ObjectHandlerFactory
This class is a singleton class. The object handler factory dynamically creates a ObjectHandler that is best suited to the content it is passed. This is accomplished by using Reflection to find all subclasses of ObjectHandler. Each of these subclasses is then passed the local address and source URL of the file that needs to be processed. This is accomplished with the ObjectHandler::goodProcessor method. If a subclass of ObjectHandler believes it can Handle the content it will return true. The first class to return true is then instantiated and returned to the caller who requested the creation of a handler.

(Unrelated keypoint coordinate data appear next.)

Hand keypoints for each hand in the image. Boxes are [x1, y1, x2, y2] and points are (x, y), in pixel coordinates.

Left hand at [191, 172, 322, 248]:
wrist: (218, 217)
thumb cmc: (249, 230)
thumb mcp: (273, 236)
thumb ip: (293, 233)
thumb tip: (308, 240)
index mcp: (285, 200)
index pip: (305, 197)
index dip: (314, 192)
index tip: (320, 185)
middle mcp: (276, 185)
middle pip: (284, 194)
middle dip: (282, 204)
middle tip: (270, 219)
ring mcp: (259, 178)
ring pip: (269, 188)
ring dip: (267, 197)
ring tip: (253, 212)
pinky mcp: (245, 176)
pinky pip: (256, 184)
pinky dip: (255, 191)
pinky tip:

Thus the ObjectHandlerFactory completely handles all the reflection tasks required to dynamically and correctly build and initialise ObjectHandlers.
Criticisms
- The is no clear model view separation. The classes MainForm and BrtueForm have components that make up the graphical user interface the forms also hold part of the model. This is poor practice because the Model can not exist without the view. In order to decouple these sections would mean creating two more classes (main and bruteforcer) and making the forms listen to them. This however is somewhat overcomplicated due to threading issues. For this reason the simple but less extensible option was chosen.
- While for the most part the design follows the encapsulate field principle. The NetHandlerResponse class completely exposes all of its members. These however are protected using the C# readonly keyword. This means that members can only be set in the object constructor thus we are not exposing our mutable attributes. We do however lose the ability to deny access to the data.
- The BruteForm class seems to have a large class smell. This class could possibly be split to have all string parsing methods (regular expression handling) in a desperate utility class. Preforming this split however goes against Reil's group related data and behaviour idea. However the separation of concerns maxim supports a split.
- There is duplication of behaviour, both the PageRebuilder and the BruteForm download items then request handlers to be created for these items. Maybe this behaviour should be encapsulated inside the NetUtils class. This introduces the possibility of infinite recursion attempting to mirror the entire internet.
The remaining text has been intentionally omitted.